Euer Kazou ist heute nicht wirklich gut drauf!
Jo ist um 6 aufgestanden und weil ich so lange und laut rumgemaunzt habe, hat er mir gleich etwas zu fressen gegeben. Dann kam seine Lina und hat mir alles weg gefressen, den ganzen Topf!
Außerdem passierte gestern da draußen etwas, was ich nicht verstehe.
Klar, Jo hat lange rumgewerkelt zwischen den Bäumen und geflucht wie ein Rohrspatz hat er auch.
Gestern Abend bei meiner Chirotherapie hat er etwas von Zuwachs gemurmelt, eine Schäferhündin hätten wir jetzt und ich sollte mich mal nicht so anstellen.

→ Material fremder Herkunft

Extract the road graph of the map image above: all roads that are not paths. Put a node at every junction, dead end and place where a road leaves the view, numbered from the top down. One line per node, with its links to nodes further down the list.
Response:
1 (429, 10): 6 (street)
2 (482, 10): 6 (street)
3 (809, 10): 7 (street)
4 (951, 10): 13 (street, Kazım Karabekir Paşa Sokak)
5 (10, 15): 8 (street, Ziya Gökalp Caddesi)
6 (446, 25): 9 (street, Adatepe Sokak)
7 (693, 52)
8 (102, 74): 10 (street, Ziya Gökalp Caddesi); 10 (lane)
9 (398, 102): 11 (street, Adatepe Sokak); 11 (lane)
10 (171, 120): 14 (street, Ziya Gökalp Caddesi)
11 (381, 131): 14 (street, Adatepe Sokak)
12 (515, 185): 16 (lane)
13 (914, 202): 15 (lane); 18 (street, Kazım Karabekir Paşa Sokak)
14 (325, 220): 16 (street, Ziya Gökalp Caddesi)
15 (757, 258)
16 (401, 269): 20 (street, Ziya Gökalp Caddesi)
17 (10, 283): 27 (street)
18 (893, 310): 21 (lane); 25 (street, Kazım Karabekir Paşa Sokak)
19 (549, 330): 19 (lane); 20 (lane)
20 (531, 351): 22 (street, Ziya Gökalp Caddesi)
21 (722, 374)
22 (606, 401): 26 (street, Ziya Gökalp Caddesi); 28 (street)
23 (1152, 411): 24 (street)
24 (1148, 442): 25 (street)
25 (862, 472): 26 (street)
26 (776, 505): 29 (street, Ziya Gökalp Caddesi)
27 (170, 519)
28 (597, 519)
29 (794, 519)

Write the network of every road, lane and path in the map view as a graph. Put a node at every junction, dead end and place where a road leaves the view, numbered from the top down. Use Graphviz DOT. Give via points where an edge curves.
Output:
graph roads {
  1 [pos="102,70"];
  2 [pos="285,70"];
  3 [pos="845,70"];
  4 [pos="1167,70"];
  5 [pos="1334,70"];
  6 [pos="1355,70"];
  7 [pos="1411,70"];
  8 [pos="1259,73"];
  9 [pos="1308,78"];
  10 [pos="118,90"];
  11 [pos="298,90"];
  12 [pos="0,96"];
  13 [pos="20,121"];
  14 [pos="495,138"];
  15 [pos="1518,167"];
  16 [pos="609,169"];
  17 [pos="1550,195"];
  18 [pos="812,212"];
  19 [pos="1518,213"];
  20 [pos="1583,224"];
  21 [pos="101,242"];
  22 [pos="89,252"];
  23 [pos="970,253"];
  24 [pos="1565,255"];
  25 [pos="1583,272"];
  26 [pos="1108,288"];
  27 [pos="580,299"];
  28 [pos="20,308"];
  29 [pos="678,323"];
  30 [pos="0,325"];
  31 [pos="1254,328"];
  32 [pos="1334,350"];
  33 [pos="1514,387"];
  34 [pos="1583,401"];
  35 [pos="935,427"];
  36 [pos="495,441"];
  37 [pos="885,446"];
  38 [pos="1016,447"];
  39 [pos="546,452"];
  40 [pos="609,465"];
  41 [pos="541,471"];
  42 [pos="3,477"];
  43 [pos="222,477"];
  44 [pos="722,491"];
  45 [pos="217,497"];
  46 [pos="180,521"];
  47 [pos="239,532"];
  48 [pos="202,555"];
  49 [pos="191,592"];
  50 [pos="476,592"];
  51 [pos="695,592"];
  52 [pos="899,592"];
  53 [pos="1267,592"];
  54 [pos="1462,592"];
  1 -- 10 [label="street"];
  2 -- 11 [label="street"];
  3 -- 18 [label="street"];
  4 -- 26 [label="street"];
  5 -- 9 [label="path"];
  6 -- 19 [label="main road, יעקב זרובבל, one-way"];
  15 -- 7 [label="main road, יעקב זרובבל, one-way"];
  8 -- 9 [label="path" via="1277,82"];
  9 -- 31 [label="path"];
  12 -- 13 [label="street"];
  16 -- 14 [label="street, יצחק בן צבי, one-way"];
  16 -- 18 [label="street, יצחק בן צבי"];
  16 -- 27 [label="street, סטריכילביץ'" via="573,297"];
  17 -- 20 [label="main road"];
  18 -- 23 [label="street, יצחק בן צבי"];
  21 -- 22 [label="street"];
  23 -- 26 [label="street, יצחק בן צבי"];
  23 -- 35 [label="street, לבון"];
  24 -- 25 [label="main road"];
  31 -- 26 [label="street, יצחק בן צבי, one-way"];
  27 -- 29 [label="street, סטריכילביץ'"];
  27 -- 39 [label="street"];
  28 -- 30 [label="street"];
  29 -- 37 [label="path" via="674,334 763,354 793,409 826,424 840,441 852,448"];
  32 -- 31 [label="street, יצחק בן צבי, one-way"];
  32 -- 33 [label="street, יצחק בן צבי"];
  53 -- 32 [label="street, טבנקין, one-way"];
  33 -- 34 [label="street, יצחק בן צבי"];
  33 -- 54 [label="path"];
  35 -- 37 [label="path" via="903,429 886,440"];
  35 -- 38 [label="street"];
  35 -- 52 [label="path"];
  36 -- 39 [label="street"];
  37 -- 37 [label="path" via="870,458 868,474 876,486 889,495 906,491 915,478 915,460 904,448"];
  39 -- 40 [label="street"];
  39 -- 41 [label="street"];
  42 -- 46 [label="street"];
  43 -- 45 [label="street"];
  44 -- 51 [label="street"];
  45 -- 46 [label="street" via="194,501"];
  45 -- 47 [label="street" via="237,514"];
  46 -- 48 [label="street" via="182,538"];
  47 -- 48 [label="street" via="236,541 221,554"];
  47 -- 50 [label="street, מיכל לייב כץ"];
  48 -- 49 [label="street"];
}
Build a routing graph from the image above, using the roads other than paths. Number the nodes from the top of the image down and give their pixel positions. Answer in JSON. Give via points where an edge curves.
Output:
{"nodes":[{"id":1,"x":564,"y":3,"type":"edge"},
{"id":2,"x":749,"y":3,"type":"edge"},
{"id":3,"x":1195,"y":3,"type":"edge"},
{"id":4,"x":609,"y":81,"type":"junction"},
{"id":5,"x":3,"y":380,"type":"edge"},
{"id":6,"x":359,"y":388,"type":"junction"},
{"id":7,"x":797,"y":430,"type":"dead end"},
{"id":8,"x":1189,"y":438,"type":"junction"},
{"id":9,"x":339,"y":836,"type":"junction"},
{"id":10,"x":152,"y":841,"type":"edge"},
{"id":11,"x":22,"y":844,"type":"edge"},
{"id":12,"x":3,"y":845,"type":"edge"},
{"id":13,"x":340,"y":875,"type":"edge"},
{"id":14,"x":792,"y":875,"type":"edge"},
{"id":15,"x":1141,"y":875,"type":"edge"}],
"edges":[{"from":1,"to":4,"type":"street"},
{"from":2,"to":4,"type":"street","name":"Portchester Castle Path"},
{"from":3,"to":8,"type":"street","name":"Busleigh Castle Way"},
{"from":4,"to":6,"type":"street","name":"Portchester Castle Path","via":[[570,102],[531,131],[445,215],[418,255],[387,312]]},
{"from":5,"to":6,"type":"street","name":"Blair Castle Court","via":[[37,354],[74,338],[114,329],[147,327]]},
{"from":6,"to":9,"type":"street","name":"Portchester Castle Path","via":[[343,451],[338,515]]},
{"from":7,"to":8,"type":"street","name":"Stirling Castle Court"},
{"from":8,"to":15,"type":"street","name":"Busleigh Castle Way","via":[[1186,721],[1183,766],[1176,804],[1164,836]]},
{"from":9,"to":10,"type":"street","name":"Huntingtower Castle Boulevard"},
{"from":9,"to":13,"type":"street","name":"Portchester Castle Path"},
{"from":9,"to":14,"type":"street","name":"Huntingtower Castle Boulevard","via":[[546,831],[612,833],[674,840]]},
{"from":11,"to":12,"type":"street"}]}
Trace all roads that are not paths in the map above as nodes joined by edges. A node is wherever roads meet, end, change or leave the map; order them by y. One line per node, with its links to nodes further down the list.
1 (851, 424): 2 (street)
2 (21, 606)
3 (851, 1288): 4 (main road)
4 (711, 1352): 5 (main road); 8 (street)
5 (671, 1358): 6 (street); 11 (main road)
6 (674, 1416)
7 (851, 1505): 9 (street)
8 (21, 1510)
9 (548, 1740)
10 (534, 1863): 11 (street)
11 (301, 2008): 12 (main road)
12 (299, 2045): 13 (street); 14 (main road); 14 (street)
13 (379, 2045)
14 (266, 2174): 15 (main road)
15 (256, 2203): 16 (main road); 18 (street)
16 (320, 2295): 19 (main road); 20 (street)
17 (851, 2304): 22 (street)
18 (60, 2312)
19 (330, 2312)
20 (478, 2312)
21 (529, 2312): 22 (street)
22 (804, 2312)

Wenn ich den Bericht von Diana aus dem Odenwald lese, dann glaube ich, dass es hier noch viel zu tun gibt in Sachen Tierschutz:

Arbeitseinsatz auf Kreta

Endlich!

Der herbei gesehnte 30. September stand vor der Tür, und ich fieberte unserem Flug auf die Sonneninsel Kreta entgegen. Doch diesmal ging es nicht in den All-Inklusive-Urlaub mit Mann und Kindern, sondern zum Arbeitseinsatz bei unserem Partnerverein APAL mit der 1. Vorsitzenden Brigitte Scheichel.
Seit drei Jahren fliegen Mitglieder des Vorstandes auf eigene Kosten nach Kreta, um einige Tage hautnah mitzuerleben, welche Arbeiten vor Ort geleistet werden, und diesmal war ich mit von der Partie.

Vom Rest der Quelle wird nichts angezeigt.